#### [EXERCISE GOAL]
The result should be the full listing copied exactly, with no pictures in it.

#### [MATERIAL FOR THIS TASK]
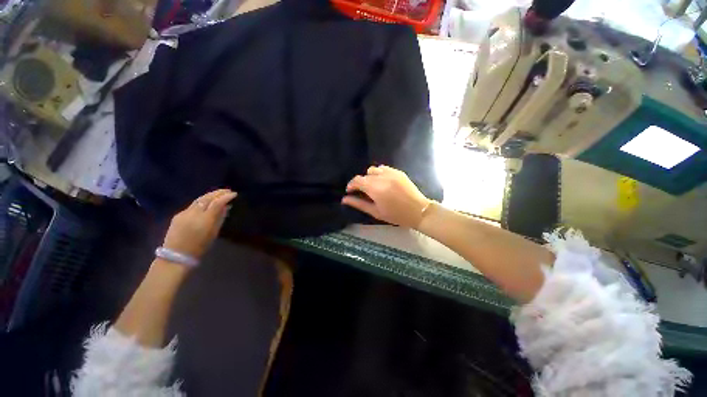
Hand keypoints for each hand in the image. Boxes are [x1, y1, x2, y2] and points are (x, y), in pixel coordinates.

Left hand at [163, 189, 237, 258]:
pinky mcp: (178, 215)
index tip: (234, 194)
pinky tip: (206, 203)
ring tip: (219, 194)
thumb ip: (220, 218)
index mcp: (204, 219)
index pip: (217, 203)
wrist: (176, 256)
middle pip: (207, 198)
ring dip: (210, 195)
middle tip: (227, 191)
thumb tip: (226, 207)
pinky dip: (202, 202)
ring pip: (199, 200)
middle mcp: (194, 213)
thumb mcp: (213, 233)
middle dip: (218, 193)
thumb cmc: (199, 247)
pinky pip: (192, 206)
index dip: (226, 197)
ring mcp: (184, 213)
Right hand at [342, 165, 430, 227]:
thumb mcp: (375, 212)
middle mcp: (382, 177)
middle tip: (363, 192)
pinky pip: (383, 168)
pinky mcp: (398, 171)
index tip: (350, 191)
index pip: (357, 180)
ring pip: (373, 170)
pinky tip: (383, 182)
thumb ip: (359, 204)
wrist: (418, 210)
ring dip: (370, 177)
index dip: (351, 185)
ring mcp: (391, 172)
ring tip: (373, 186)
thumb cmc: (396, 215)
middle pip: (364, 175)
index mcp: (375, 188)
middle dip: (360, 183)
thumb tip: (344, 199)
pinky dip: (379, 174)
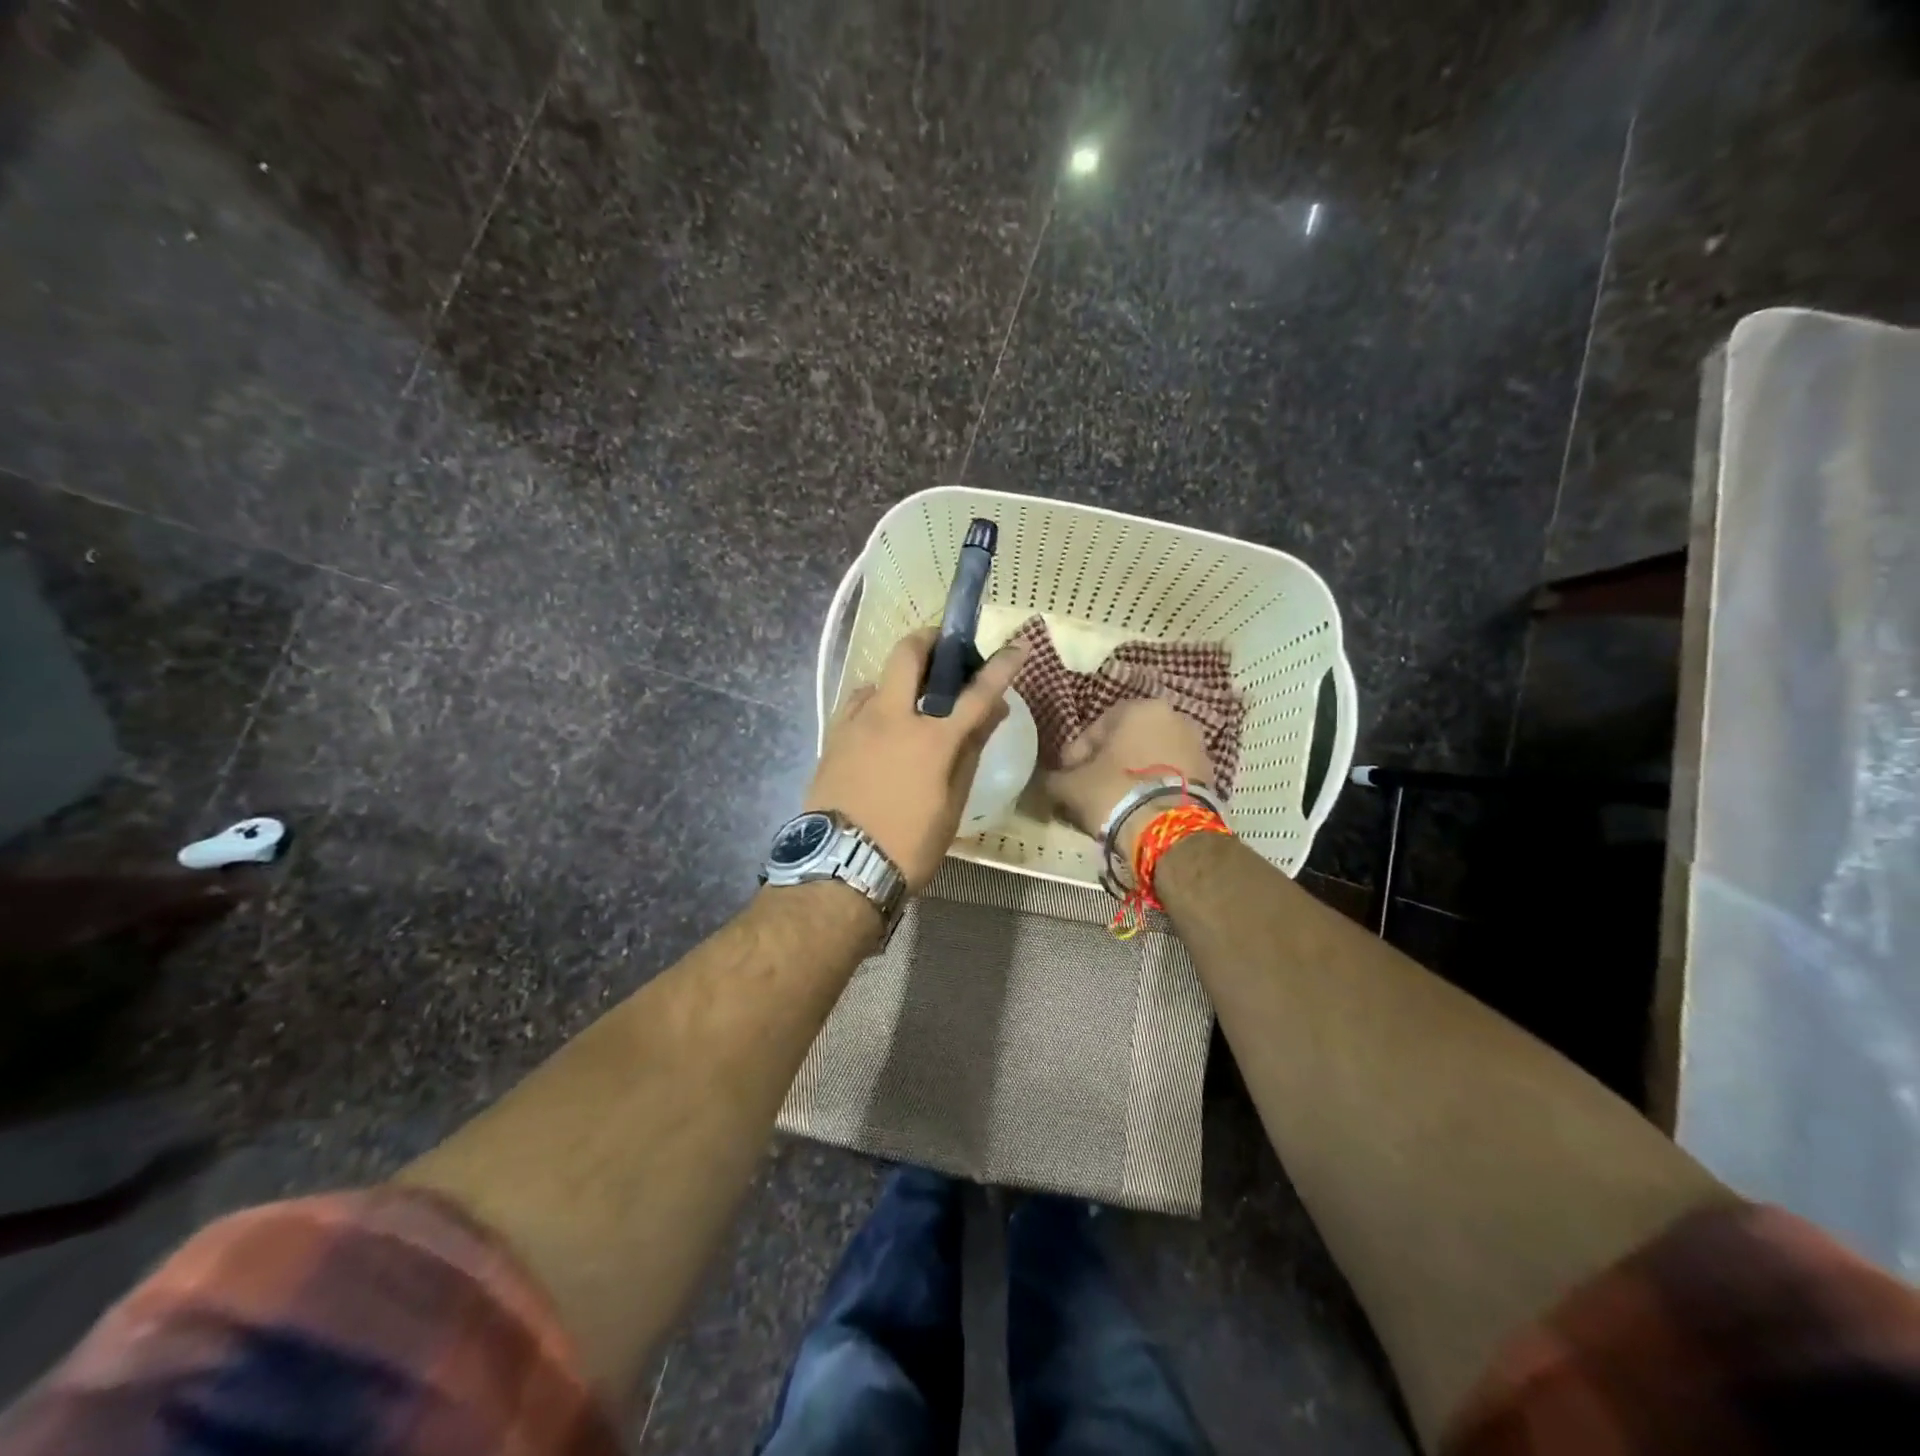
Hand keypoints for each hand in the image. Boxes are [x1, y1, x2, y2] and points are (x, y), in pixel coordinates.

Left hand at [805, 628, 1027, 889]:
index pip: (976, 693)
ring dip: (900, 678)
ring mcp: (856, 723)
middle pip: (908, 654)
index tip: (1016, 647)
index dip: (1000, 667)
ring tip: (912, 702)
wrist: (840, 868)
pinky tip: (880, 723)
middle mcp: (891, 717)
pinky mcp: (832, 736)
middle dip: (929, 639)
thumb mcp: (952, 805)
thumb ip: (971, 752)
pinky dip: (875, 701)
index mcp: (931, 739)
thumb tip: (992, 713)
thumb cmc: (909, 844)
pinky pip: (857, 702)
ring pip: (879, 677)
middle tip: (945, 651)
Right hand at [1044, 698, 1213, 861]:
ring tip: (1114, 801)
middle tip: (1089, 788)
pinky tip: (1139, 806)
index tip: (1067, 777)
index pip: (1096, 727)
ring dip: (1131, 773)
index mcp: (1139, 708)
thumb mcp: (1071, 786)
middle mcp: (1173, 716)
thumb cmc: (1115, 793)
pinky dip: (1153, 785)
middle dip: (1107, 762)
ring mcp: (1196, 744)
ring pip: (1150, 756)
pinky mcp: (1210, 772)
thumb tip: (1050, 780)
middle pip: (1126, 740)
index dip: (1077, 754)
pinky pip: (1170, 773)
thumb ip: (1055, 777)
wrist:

#### [ANSWER AREA]
Hand keypoints for each hand in the image. Boxes are [x1, y1, x2, y2] and points are (x, y), in pixel coordinates.

Left hand at [163, 189, 237, 258]:
pinky mcp: (178, 215)
index tip: (234, 194)
pinky tip: (206, 203)
ring tip: (219, 194)
thumb ip: (220, 218)
index mcp: (204, 219)
index pip: (217, 203)
wrist: (176, 256)
middle pip: (207, 198)
ring dip: (210, 195)
middle tip: (227, 191)
thumb tip: (226, 207)
pinky dip: (202, 202)
ring pip: (199, 200)
middle mcp: (194, 213)
thumb mcp: (213, 233)
middle dip: (218, 193)
thumb cmc: (199, 247)
pinky pip: (192, 206)
index dip: (226, 197)
ring mcp: (184, 213)
Right hand at [342, 165, 430, 227]:
thumb mcp: (375, 212)
middle mcp: (382, 177)
middle tip: (363, 192)
pinky pip: (383, 168)
pinky mcp: (398, 171)
index tip: (350, 191)
index pip: (357, 180)
ring pip: (373, 170)
pinky tip: (383, 182)
thumb ip: (359, 204)
wrist: (418, 210)
ring dip: (370, 177)
index dip: (351, 185)
ring mcp: (391, 172)
ring tip: (373, 186)
thumb cmc: (396, 215)
middle pip: (364, 175)
index mcp: (375, 188)
middle dip: (360, 183)
thumb tip: (344, 199)
pinky dip: (379, 174)
Hand keypoints for each hand in the image. Boxes are [x1, y1, x2, y2] and points are (x, y), in pixel coordinates.

Left hand at [805, 628, 1027, 889]:
index pip: (976, 693)
ring dip: (900, 678)
ring mcp: (856, 723)
middle pip: (908, 654)
index tip: (1016, 647)
index dip: (1000, 667)
ring tip: (912, 702)
wrist: (840, 868)
pinky tip: (880, 723)
middle mcp: (891, 717)
pinky mcp: (832, 736)
middle dip: (929, 639)
thumb mcp: (952, 805)
thumb ip: (971, 752)
pinky dip: (875, 701)
index mcp: (931, 739)
thumb tip: (992, 713)
thumb cmc: (909, 844)
pinky pip: (857, 702)
ring pip: (879, 677)
middle tip: (945, 651)
Right hand at [1044, 698, 1213, 861]:
ring tip: (1114, 801)
middle tip: (1089, 788)
pinky tip: (1139, 806)
index tip: (1067, 777)
index pip: (1096, 727)
ring dip: (1131, 773)
index mcp: (1139, 708)
thumb mcp: (1071, 786)
middle mcp: (1173, 716)
thumb cmc: (1115, 793)
pinky dip: (1153, 785)
middle dip: (1107, 762)
ring mcp: (1196, 744)
ring pip: (1150, 756)
pinky mcp: (1210, 772)
thumb tip: (1050, 780)
middle pip: (1126, 740)
index dip: (1077, 754)
pinky pip: (1170, 773)
thumb ip: (1055, 777)
wrist:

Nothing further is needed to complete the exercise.